_Problem details_
Count every line in the data below where "road" occurs, then state that number and nothing more.

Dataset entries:
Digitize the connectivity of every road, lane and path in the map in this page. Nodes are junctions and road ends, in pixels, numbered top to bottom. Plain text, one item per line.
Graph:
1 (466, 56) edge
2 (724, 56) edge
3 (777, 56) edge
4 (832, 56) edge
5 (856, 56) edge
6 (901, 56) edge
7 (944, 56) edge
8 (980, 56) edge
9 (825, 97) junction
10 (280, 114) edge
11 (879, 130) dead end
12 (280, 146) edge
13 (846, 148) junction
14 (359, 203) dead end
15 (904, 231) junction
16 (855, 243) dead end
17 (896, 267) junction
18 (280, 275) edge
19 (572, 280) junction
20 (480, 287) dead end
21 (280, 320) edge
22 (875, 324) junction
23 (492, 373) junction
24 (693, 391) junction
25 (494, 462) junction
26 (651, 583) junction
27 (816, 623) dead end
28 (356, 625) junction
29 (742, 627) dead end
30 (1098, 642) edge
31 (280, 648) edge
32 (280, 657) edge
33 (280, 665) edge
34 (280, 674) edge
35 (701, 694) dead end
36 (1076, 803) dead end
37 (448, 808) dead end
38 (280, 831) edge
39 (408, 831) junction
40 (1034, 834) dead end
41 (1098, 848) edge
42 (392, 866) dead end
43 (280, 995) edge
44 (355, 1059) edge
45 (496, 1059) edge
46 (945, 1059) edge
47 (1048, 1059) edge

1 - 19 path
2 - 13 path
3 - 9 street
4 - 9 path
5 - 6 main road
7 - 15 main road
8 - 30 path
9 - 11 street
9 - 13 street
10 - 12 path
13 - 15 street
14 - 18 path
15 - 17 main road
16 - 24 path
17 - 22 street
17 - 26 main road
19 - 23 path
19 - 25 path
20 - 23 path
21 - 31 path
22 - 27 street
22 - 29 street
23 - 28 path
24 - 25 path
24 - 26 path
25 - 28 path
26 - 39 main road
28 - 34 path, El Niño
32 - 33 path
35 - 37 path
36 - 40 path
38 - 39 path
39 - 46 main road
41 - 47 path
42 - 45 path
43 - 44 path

_Task output_
7